- AIM OF THE EXERCISE:
From the entries below, copy out all lines holding "Sociale".

(INPUT FOR THIS TASK Opens)

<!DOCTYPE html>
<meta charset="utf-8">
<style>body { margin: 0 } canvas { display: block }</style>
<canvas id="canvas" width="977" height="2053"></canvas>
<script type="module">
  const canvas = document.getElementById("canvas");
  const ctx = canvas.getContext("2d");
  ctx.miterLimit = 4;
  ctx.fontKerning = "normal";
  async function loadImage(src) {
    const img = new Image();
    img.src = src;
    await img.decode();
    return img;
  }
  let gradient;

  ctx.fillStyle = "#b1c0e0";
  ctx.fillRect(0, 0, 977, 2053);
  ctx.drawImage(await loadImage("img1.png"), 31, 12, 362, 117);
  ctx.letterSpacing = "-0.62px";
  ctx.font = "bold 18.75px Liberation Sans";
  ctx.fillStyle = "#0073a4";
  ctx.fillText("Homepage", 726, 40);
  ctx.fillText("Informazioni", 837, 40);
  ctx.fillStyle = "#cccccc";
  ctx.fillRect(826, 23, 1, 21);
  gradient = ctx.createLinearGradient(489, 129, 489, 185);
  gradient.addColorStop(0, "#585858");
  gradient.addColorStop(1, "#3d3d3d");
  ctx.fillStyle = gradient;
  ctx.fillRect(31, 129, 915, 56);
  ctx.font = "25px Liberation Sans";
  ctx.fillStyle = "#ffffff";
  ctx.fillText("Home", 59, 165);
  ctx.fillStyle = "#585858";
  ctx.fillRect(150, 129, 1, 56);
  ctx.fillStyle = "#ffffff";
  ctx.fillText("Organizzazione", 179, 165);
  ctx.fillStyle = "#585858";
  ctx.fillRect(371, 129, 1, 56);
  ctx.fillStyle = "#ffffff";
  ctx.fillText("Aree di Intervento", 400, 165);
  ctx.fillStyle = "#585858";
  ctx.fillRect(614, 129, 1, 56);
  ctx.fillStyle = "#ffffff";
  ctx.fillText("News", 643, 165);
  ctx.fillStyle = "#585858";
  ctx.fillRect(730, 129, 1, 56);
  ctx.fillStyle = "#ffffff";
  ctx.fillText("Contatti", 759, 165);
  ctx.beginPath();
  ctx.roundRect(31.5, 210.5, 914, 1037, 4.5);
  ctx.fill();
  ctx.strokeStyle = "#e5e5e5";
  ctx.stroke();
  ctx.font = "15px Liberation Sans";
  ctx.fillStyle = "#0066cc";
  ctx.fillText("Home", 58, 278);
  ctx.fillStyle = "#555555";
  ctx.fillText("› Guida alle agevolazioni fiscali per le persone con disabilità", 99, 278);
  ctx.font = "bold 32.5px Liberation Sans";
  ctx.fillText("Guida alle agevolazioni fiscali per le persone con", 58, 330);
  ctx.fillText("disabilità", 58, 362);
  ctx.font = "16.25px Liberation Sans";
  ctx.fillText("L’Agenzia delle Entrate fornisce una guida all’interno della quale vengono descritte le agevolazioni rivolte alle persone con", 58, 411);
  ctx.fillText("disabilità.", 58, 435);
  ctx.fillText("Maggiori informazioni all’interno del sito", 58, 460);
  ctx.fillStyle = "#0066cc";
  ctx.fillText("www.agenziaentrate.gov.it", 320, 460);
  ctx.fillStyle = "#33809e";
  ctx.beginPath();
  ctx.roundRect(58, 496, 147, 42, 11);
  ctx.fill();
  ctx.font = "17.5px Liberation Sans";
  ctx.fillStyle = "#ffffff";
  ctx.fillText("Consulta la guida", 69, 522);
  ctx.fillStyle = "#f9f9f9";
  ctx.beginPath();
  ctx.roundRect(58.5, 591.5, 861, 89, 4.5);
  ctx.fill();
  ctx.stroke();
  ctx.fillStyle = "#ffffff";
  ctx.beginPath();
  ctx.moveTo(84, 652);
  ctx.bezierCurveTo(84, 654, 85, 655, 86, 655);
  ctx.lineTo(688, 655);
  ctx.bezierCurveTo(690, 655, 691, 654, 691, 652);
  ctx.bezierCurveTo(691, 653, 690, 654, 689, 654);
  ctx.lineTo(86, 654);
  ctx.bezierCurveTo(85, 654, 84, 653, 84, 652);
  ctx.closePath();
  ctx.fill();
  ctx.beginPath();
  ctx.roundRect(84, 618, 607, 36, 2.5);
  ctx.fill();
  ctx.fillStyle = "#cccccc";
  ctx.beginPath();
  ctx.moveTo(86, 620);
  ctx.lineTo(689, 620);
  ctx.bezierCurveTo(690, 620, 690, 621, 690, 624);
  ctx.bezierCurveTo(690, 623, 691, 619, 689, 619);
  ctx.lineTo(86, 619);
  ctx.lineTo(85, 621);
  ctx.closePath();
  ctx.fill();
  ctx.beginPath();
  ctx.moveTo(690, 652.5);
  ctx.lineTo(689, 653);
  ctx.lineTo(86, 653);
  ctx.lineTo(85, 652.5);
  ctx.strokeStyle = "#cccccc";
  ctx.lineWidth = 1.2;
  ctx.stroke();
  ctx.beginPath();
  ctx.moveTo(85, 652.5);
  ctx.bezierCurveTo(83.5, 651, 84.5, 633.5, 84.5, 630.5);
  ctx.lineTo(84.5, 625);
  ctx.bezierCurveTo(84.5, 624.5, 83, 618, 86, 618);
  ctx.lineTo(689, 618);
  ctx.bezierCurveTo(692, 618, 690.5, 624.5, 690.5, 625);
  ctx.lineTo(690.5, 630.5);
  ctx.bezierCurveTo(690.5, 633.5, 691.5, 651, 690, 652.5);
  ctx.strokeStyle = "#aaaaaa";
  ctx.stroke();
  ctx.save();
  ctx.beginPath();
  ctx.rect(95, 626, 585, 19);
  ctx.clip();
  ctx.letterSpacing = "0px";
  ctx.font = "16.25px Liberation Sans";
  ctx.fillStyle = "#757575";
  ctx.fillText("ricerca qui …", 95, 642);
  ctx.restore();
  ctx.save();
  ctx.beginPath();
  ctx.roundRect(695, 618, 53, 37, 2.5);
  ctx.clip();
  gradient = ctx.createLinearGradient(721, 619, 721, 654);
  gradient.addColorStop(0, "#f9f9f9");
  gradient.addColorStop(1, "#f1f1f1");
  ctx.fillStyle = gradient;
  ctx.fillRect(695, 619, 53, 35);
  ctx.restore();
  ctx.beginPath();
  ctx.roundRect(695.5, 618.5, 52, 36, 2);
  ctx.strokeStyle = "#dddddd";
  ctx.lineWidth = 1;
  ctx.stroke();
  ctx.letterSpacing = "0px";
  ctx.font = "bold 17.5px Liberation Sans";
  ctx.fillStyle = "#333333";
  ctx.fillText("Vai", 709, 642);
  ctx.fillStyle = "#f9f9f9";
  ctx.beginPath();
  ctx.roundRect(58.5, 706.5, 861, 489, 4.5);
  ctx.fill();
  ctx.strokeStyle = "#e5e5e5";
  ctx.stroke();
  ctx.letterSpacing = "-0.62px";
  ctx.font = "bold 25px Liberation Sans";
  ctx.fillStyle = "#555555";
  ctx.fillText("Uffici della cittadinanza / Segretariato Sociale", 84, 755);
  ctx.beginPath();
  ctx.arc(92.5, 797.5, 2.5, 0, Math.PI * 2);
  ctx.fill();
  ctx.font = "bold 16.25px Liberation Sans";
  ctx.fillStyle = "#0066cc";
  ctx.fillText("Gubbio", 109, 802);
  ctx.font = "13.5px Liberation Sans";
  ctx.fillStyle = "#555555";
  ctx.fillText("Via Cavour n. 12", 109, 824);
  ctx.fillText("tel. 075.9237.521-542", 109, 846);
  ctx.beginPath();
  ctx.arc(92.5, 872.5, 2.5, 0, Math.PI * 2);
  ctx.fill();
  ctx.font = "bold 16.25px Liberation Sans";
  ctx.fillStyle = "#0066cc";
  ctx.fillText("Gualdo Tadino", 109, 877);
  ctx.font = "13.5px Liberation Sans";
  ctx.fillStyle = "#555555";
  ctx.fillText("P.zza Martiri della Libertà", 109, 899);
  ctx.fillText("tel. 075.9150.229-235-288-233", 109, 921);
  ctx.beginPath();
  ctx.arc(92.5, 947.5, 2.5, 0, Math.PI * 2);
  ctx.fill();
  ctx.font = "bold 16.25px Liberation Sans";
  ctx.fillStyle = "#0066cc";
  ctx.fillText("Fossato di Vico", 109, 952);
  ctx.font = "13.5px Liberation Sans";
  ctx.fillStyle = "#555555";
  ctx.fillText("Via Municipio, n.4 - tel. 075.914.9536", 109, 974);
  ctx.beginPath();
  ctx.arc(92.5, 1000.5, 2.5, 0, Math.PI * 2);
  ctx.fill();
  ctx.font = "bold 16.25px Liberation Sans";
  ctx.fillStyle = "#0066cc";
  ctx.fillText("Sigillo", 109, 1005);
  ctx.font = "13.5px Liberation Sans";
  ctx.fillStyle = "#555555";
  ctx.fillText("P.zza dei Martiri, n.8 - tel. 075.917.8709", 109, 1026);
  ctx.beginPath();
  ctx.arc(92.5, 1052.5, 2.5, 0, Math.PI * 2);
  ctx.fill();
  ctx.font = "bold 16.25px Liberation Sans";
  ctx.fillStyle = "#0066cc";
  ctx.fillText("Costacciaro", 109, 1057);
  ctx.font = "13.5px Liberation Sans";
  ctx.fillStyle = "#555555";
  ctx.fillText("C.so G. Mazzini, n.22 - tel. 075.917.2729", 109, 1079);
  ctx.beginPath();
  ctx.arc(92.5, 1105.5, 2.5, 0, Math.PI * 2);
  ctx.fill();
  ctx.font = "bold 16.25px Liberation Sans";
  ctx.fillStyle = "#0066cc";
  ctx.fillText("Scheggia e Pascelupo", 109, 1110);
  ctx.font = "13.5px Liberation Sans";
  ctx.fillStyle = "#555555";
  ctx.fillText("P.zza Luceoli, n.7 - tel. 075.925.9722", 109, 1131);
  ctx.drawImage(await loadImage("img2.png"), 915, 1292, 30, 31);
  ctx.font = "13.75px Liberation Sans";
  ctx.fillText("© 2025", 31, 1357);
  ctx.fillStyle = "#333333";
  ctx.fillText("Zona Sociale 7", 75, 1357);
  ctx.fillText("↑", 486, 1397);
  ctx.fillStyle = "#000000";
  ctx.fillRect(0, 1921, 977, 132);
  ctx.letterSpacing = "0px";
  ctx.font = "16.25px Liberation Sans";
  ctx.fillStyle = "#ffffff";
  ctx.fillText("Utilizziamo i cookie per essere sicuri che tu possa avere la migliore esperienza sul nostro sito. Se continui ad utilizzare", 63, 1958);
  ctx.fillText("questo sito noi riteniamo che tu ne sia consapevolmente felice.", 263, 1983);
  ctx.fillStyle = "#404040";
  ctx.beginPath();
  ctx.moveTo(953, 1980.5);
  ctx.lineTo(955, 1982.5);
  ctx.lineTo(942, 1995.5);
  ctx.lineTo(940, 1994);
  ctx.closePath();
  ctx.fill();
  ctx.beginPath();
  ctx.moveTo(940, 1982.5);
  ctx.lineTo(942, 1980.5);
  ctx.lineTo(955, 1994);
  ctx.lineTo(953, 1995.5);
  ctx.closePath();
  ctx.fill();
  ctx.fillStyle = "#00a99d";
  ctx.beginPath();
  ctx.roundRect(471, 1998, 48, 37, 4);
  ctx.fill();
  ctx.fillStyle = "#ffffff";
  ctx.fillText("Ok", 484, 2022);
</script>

(INPUT FOR THIS TASK Closes)

- ANSWER BOX:
  ctx.fillText("Uffici della cittadinanza / Segretariato Sociale", 84, 755);
  ctx.fillText("Zona Sociale 7", 75, 1357);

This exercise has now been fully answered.